= The task =
Write the data out again, matching every line exactly.
[Start of Attachment]
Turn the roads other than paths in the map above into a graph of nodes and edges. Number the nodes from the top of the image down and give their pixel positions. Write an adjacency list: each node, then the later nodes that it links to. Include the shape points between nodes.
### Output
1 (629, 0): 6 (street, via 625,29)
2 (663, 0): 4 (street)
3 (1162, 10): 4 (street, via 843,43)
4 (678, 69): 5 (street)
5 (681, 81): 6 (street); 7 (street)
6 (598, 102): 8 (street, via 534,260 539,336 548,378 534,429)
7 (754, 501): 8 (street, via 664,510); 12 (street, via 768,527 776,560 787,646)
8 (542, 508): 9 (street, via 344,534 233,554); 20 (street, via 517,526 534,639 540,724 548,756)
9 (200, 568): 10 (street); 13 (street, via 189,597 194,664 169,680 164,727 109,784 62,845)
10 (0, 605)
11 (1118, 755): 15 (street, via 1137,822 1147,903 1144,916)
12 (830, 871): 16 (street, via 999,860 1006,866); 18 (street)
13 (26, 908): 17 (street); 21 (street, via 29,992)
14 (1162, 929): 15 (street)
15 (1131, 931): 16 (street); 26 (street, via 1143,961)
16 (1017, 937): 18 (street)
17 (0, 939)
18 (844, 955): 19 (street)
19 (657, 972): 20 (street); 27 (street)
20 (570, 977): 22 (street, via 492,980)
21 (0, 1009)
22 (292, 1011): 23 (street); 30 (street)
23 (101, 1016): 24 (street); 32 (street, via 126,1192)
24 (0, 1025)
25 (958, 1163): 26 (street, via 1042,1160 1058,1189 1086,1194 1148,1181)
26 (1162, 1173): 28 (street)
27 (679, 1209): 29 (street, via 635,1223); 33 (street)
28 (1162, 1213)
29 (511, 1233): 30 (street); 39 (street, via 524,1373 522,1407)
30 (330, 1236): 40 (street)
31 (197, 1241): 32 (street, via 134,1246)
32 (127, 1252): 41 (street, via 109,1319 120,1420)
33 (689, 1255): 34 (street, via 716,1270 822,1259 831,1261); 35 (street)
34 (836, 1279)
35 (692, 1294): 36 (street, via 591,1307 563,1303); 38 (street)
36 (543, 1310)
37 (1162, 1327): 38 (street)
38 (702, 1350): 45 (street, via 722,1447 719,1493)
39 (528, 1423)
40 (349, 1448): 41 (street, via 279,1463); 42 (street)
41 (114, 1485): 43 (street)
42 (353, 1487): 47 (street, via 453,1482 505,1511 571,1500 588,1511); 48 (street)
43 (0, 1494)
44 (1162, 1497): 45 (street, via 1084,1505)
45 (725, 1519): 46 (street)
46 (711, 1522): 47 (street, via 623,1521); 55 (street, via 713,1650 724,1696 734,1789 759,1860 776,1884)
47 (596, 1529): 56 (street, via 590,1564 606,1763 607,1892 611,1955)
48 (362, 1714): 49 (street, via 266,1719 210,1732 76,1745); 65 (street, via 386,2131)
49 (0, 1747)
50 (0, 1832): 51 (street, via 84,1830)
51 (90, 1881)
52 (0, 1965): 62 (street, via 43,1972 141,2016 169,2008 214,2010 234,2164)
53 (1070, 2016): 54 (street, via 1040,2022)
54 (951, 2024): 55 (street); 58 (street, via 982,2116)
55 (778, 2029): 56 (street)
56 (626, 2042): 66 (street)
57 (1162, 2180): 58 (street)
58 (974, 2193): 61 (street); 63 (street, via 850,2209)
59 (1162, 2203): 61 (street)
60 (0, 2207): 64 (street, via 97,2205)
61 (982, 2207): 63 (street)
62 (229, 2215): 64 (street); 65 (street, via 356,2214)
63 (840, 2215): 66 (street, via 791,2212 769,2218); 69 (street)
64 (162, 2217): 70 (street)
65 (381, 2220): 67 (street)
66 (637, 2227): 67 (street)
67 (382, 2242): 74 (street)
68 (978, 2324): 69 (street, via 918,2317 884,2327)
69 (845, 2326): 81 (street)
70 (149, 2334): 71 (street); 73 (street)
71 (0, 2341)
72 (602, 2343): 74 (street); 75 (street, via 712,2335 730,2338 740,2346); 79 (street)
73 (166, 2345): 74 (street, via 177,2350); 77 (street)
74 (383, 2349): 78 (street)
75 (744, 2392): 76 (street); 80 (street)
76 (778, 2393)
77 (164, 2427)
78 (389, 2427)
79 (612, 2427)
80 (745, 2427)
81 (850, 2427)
[End of Attachment]
= Solution below =
Turn the roads other than paths in the map above into a graph of nodes and edges. Number the nodes from the top of the image down and give their pixel positions. Write an adjacency list: each node, then the later nodes that it links to. Include the shape points between nodes.
### Output
1 (629, 0): 6 (street, via 625,29)
2 (663, 0): 4 (street)
3 (1162, 10): 4 (street, via 843,43)
4 (678, 69): 5 (street)
5 (681, 81): 6 (street); 7 (street)
6 (598, 102): 8 (street, via 534,260 539,336 548,378 534,429)
7 (754, 501): 8 (street, via 664,510); 12 (street, via 768,527 776,560 787,646)
8 (542, 508): 9 (street, via 344,534 233,554); 20 (street, via 517,526 534,639 540,724 548,756)
9 (200, 568): 10 (street); 13 (street, via 189,597 194,664 169,680 164,727 109,784 62,845)
10 (0, 605)
11 (1118, 755): 15 (street, via 1137,822 1147,903 1144,916)
12 (830, 871): 16 (street, via 999,860 1006,866); 18 (street)
13 (26, 908): 17 (street); 21 (street, via 29,992)
14 (1162, 929): 15 (street)
15 (1131, 931): 16 (street); 26 (street, via 1143,961)
16 (1017, 937): 18 (street)
17 (0, 939)
18 (844, 955): 19 (street)
19 (657, 972): 20 (street); 27 (street)
20 (570, 977): 22 (street, via 492,980)
21 (0, 1009)
22 (292, 1011): 23 (street); 30 (street)
23 (101, 1016): 24 (street); 32 (street, via 126,1192)
24 (0, 1025)
25 (958, 1163): 26 (street, via 1042,1160 1058,1189 1086,1194 1148,1181)
26 (1162, 1173): 28 (street)
27 (679, 1209): 29 (street, via 635,1223); 33 (street)
28 (1162, 1213)
29 (511, 1233): 30 (street); 39 (street, via 524,1373 522,1407)
30 (330, 1236): 40 (street)
31 (197, 1241): 32 (street, via 134,1246)
32 (127, 1252): 41 (street, via 109,1319 120,1420)
33 (689, 1255): 34 (street, via 716,1270 822,1259 831,1261); 35 (street)
34 (836, 1279)
35 (692, 1294): 36 (street, via 591,1307 563,1303); 38 (street)
36 (543, 1310)
37 (1162, 1327): 38 (street)
38 (702, 1350): 45 (street, via 722,1447 719,1493)
39 (528, 1423)
40 (349, 1448): 41 (street, via 279,1463); 42 (street)
41 (114, 1485): 43 (street)
42 (353, 1487): 47 (street, via 453,1482 505,1511 571,1500 588,1511); 48 (street)
43 (0, 1494)
44 (1162, 1497): 45 (street, via 1084,1505)
45 (725, 1519): 46 (street)
46 (711, 1522): 47 (street, via 623,1521); 55 (street, via 713,1650 724,1696 734,1789 759,1860 776,1884)
47 (596, 1529): 56 (street, via 590,1564 606,1763 607,1892 611,1955)
48 (362, 1714): 49 (street, via 266,1719 210,1732 76,1745); 65 (street, via 386,2131)
49 (0, 1747)
50 (0, 1832): 51 (street, via 84,1830)
51 (90, 1881)
52 (0, 1965): 62 (street, via 43,1972 141,2016 169,2008 214,2010 234,2164)
53 (1070, 2016): 54 (street, via 1040,2022)
54 (951, 2024): 55 (street); 58 (street, via 982,2116)
55 (778, 2029): 56 (street)
56 (626, 2042): 66 (street)
57 (1162, 2180): 58 (street)
58 (974, 2193): 61 (street); 63 (street, via 850,2209)
59 (1162, 2203): 61 (street)
60 (0, 2207): 64 (street, via 97,2205)
61 (982, 2207): 63 (street)
62 (229, 2215): 64 (street); 65 (street, via 356,2214)
63 (840, 2215): 66 (street, via 791,2212 769,2218); 69 (street)
64 (162, 2217): 70 (street)
65 (381, 2220): 67 (street)
66 (637, 2227): 67 (street)
67 (382, 2242): 74 (street)
68 (978, 2324): 69 (street, via 918,2317 884,2327)
69 (845, 2326): 81 (street)
70 (149, 2334): 71 (street); 73 (street)
71 (0, 2341)
72 (602, 2343): 74 (street); 75 (street, via 712,2335 730,2338 740,2346); 79 (street)
73 (166, 2345): 74 (street, via 177,2350); 77 (street)
74 (383, 2349): 78 (street)
75 (744, 2392): 76 (street); 80 (street)
76 (778, 2393)
77 (164, 2427)
78 (389, 2427)
79 (612, 2427)
80 (745, 2427)
81 (850, 2427)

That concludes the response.